Preventing Care and Cost Savings

Ezra Klein posts on a recent column in the New York Times by David Leonhardt discussing the potential savings from preventive care.  Mr. Leonhardt writes,

The theory goes like this: By practicing preventive medicine, doctors can keep many people from getting sick in the first place. Those who do end up with a chronic illness will be closely tracked so that fewer of them develop complications. These steps will result in less illness, which in turn will require less health care. With the savings, the country can then lower its medical bills or provide health insurance for the 40-odd million people who lack it — or maybe even both. . . .

The would-be reformers have hit on something important here. The current health care system doesn’t pay hospitals, doctors and nurses to keep people healthy; it pays for tests, surgeries and drugs. So Americans often get expensive invasive care of dubious medical benefit while missing out on sensible basic care. Millions of other people go without any care for chronic illnesses like heart disease and diabetes. If Medicare and private insurers paid for more preventive care, Americans would be healthier than they are today and live longer. . . .

No one really knows whether preventive medicine will save money in the long run, let alone free up the billions of dollars a year needed to help pay for universal health insurance. In fact, studies have shown that preventive care — be it cancer screening, smoking cessation or plain old checkups  —  usually ends up costing money. It makes people healthier, but it’s not free. . . .

This is a tough idea to swallow because better health really does seem as if it should lead to lower medical bills. Indeed, if it were somehow possible to wave a wand and turn people into thin nonsmokers who remembered to take their statins, this country’s health care expenses would fall.

But any effort to promote health has its own costs. Doctors and nurses need to spend time with patients to persuade them to change their behavior. (Ever tried to get someone to stop smoking or drinking?) For a new program to work, it has to reach people who are not being helped by whatever exists now — and who thus will be among the most difficult and expensive patients to treat.
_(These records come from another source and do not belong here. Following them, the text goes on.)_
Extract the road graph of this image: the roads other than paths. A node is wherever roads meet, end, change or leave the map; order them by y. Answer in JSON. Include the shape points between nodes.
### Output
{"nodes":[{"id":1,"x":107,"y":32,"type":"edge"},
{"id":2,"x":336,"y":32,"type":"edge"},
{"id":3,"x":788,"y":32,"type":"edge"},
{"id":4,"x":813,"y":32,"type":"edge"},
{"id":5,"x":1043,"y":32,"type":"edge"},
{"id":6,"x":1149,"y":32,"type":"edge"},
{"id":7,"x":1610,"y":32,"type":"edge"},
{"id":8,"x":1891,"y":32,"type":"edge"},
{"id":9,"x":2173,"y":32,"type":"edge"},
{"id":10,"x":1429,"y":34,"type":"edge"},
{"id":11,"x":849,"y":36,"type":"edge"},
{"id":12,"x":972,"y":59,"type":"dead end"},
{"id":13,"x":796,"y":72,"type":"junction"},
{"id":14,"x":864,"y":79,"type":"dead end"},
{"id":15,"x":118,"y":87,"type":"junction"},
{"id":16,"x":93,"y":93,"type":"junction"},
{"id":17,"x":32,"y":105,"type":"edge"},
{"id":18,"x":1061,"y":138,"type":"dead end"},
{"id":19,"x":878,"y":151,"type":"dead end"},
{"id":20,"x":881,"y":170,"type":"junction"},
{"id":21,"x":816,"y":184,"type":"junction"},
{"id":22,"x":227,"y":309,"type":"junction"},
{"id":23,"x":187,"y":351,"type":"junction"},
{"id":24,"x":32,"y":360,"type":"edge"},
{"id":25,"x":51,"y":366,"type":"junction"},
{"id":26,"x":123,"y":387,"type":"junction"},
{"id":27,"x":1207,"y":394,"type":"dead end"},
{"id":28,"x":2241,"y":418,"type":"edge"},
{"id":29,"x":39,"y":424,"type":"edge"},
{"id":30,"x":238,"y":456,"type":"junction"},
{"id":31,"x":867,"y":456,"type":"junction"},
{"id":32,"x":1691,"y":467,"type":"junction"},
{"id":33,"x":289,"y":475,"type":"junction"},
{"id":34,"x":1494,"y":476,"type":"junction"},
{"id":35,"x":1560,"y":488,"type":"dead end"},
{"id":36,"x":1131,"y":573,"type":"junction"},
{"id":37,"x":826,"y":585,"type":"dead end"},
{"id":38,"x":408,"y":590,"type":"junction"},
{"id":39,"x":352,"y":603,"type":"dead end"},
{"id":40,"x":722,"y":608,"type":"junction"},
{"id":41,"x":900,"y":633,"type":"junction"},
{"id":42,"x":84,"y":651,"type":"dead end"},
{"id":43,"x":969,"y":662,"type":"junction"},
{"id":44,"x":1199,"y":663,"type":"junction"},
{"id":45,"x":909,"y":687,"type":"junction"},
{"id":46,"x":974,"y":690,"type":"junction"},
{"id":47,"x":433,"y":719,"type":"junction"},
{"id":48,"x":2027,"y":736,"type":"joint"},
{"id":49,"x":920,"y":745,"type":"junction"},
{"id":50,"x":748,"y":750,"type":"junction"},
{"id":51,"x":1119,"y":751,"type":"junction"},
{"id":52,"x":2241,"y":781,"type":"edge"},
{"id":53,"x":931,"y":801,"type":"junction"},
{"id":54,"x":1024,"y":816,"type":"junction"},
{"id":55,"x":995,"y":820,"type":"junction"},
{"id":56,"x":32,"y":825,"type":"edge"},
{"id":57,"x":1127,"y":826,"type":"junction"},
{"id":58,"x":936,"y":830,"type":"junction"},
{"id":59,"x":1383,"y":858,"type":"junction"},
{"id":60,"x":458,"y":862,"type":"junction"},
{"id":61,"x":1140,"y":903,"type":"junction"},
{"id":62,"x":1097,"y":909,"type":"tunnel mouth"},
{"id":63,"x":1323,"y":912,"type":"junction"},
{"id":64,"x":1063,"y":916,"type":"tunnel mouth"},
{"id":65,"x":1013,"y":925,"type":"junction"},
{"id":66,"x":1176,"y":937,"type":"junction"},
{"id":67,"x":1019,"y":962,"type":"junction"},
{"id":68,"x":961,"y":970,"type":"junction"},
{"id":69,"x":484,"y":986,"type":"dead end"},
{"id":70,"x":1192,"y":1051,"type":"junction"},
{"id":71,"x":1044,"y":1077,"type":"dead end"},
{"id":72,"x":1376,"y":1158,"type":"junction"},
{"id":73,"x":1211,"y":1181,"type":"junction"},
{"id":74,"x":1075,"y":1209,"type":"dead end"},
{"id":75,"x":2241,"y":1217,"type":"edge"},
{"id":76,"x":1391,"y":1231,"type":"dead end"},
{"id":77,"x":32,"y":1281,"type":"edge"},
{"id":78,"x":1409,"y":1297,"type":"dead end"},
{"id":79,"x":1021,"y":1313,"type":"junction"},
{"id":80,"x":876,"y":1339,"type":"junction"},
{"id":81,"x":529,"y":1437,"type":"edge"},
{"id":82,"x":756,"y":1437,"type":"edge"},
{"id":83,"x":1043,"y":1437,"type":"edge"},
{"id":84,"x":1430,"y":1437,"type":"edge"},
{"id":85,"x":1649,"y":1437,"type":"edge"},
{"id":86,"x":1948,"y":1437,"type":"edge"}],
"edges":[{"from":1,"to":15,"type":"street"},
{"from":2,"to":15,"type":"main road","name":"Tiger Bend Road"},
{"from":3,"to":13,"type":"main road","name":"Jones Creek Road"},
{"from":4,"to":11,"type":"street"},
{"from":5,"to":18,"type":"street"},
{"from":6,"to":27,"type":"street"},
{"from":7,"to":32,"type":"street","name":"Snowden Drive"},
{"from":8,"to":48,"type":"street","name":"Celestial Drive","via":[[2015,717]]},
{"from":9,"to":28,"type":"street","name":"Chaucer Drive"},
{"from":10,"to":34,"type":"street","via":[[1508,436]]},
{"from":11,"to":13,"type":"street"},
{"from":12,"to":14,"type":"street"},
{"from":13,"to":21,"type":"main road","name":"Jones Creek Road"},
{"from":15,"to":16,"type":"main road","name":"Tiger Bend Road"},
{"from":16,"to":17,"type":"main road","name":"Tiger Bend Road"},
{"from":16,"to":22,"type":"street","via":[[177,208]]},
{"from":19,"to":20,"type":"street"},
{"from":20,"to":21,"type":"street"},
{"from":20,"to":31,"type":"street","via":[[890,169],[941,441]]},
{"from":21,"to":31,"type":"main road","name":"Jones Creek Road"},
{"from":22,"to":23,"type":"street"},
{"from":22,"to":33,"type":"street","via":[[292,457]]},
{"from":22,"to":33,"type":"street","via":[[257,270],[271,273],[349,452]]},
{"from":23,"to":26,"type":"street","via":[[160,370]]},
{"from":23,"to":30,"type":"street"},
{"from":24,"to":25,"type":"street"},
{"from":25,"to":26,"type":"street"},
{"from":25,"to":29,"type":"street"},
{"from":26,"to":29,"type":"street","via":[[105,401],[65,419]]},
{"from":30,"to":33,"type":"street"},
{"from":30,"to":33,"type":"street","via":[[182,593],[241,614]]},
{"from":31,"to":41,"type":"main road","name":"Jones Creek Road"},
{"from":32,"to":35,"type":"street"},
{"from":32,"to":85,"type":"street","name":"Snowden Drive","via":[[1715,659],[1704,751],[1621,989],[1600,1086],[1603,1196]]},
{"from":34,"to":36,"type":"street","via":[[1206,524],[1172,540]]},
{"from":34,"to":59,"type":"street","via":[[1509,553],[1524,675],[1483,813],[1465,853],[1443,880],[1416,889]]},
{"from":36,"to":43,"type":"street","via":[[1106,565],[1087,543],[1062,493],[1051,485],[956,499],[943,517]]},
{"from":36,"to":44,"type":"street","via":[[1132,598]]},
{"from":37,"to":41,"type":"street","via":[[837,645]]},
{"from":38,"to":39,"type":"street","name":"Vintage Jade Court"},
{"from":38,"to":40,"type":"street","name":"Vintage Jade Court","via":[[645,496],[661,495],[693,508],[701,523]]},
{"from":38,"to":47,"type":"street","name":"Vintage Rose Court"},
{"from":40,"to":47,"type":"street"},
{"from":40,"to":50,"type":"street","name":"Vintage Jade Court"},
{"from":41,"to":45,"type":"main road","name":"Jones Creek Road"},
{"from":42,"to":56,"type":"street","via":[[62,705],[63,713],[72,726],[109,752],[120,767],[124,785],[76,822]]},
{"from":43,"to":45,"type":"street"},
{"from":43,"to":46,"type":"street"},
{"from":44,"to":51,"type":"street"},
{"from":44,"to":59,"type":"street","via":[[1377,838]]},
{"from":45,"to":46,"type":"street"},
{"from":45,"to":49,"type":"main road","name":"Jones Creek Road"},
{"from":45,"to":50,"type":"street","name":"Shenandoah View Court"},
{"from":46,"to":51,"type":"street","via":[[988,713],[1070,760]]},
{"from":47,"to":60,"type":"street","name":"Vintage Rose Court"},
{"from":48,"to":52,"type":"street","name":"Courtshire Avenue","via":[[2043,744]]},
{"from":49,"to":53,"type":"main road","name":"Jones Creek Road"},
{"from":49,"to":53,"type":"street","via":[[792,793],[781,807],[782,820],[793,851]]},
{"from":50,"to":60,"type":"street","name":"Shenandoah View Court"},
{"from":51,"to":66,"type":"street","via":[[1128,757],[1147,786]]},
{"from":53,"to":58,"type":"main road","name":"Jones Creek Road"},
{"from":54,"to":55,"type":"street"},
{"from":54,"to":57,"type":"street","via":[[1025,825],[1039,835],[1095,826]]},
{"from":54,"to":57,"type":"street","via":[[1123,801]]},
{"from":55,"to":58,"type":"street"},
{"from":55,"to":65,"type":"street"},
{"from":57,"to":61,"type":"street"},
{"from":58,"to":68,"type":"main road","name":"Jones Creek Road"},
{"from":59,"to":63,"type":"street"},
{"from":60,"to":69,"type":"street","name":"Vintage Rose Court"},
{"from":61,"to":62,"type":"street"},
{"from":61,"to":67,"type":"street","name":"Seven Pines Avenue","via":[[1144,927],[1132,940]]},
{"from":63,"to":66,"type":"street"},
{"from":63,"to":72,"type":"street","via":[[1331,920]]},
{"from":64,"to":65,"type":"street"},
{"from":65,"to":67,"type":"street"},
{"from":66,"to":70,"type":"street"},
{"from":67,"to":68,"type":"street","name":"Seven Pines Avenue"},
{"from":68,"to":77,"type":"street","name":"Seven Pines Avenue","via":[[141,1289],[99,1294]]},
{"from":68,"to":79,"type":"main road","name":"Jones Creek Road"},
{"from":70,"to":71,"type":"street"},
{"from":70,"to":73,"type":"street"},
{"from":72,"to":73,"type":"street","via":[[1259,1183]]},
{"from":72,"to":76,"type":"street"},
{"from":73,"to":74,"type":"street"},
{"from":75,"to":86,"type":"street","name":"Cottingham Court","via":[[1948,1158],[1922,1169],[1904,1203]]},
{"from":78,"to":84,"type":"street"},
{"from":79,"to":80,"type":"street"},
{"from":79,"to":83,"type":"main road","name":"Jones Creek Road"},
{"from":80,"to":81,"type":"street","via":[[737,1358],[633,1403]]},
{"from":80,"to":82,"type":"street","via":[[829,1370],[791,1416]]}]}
The program would also have to treat a whole lot of people who never would have gotten sick. . . .

The actual savings are also not as large as might at first seem. Even if you don’t develop diabetes, your lifetime medical costs won’t drop to zero. You might live longer and better and yet still ultimately run up almost as big a lifetime medical bill, because you’ll eventually have other problems. That would be an undeniably better outcome, but it wouldn’t produce a financial windfall for society.

Mr. Klein notes, in response, "This is all true. To be sure, in a perfect world, I could probably dream up a set of policy initiatives that, if broadly implemented and competently carried out, could reduce health spending off the bat. But the world continually disappoints with its stubborn lack of perfection. Instead, the more achievable goal is to move towards a universal system that's more cost-effective, which is, in fact, very much the same thing as saving money, and towards an integrated system that readies the ground for tougher cost control mechanisms down the road."